The Adderall Diaries Review
James Franco and Amber Heard lead a talented ensemble in The Adderall Diaries, but the film needs to up the dosage.
Taking Adderall, a medication meant to help ADHD, is supposed to provide a burst of concentration and a clarity of focus. Thus the lethargic experience of watching The Adderall Diaries, which just premiered at the Tribeca Film Festival, is doubly puzzling given its inaccessible and scattershot narrative.
Adapted from the Stephen Elliot memoir of the same name, The Adderall Diaries is the latest James Franco true crime film to deal with a writer and the murderer he covers (the other being this month’s more attuned and persuasive True Story). But whereas in one film he’s the criminal, he is here the writer covering a trial. At least, that is one possible description of a film that dictates many first chapters but rarely finds time for a follow-up page, never mind a second draft.
Franco plays Elliot, a gifted literary genius living in New York with an advance on his next book. But with massive writer’s block intruding on the creative process, Elliot does not really know what the next book is other than a continuation of his childhood traumas. After all, those horrors served him well for his first publication, which centered on his relationship with an abusive, dead father.
So, when said father Neil Elliot, played with sweaty poise by a terrific Ed Harris, shows up at one of Stephen’s readings from the text, things get a little awkward.
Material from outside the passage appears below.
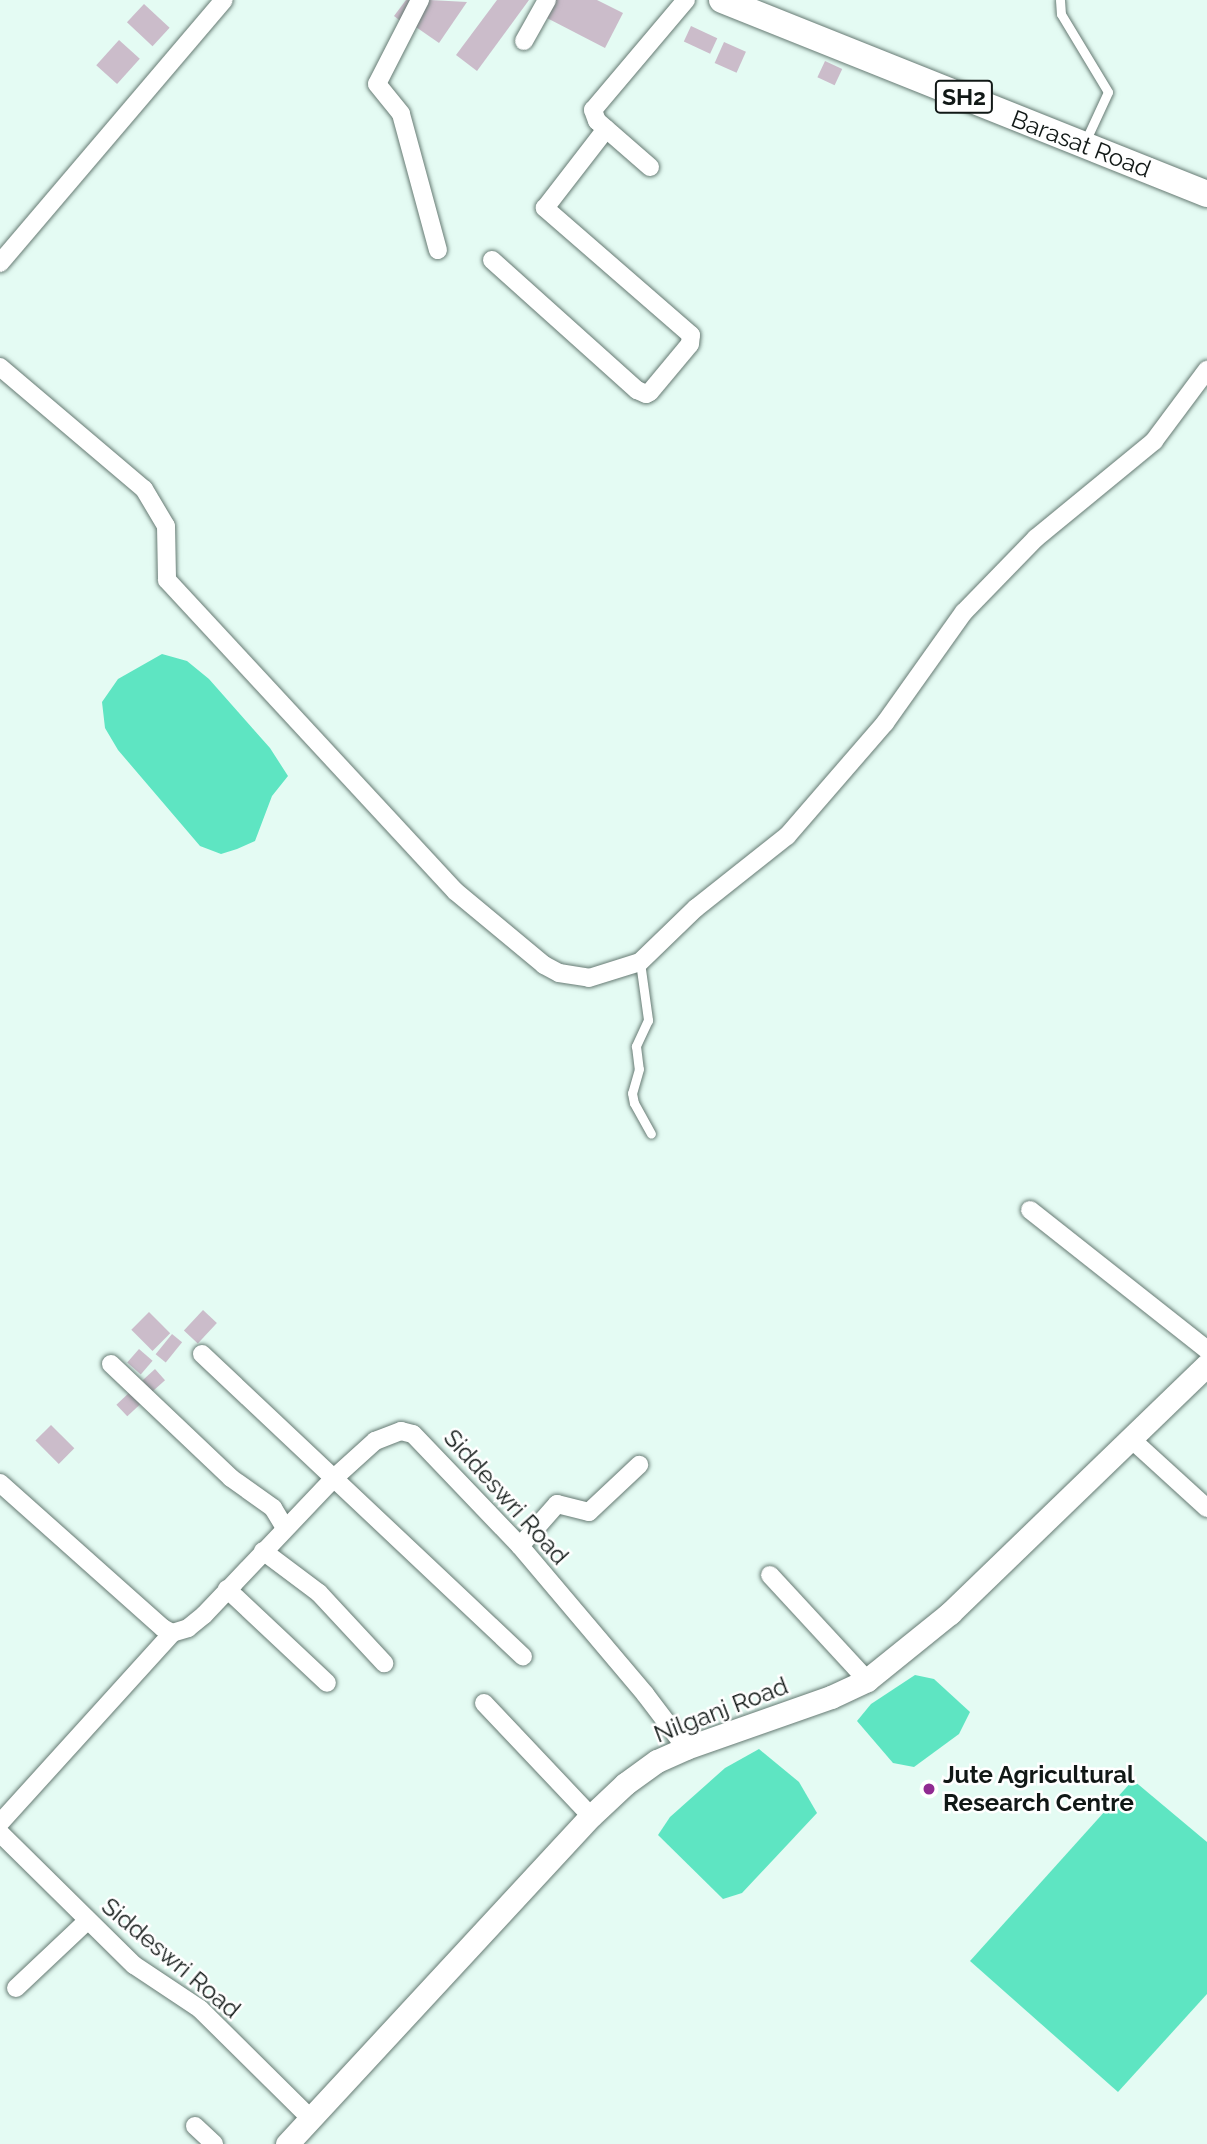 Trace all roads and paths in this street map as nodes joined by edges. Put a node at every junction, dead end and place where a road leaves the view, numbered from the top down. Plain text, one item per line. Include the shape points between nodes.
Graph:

However, just as his father rises from the seeming dead to possibly destroy Stephen’s literary career, Stephen is also finding inspiration for his next book by following the trial of a man (Christian Slater) accused of murdering his missing wife—which might mirror Stephen’s relationship with Harris’ Neil if his attention was not so intensely held by fellow crime watcher, Lana Edmond (Amber Heard). But any hope for a sustained romance is also short-lived since to pen his literary redemption, Stephen has turned to Adderall and other assorted drugs.
The Adderall Diaries has many things going for it besides its well-known title. For starters, the entire cast is stacked with enviable talent, such as the aforementioned Harris. In what is undoubtedly the film’s strongest tangent, Franco and Harris boil with indignation and acrimony that turns their verbal sparring matches into a contact sport. One might be Hollywood’s proclaimed renaissance man, but the other is Ed Harris, a master for this specific kind of boisterous canvas.
Other winsome inclusions are cursory supporting roles embodied by Cynthia Nixon, who plays Stephen’s exasperated literary agent that can’t get him in front of a word processor, and Jim Parrack as Stephen’s childhood best friend. Both help fill in the basis of the memoir’s conceit (and the film’s other strong point): under the guise of literary license, Stephen has been an “editor” of his own life. In other words, he has the habit of making things up and falsely remembering aspects of his childhood, thereby allowing our protagonist to be an unreliable narrator.
The trick is underscored by the familiar but effective approach of Stephen’s flashbacks taking on different contexts when other characters also recall those formative years. Jumping into heavy drugs like heroin and cocaine during his youth probably couldn’t have helped the memory any despite how violent and unquestionably cruel the father tended to be.
Unfortunately, many of these advantages are left unopened in the medicine cabinet by director Pamela Romanowsky. Displaying genuine affection for the material since she also wrote the screenplay, much of Stephen Elliot’s questionable memories make it to the screen, perhaps too many. In addition to his cameoing stint as a failed true crime novelist, Elliot’s penchant for BDSM, the dissolution of his childhood friendship, and a myriad of other chestnuts cross the screen with nary a connection to the overall structure of the film. Indeed, these storylines do not so much move as all crumble and reemerge christened with some inferred sense of earned wisdom via multiple montages, which feels closer to independent filmmaking shortcuts than those of an untrustworthy memoirist.
For his part, Franco attempts to tie all the threads together, but of the many “experimental” hats he tries on with every passing year, Stephen Elliot is one that fits a little too neatly to look right on him. Besides, the narrative threads aren’t tangled; they’re lying side-by-side without an intersection to be found.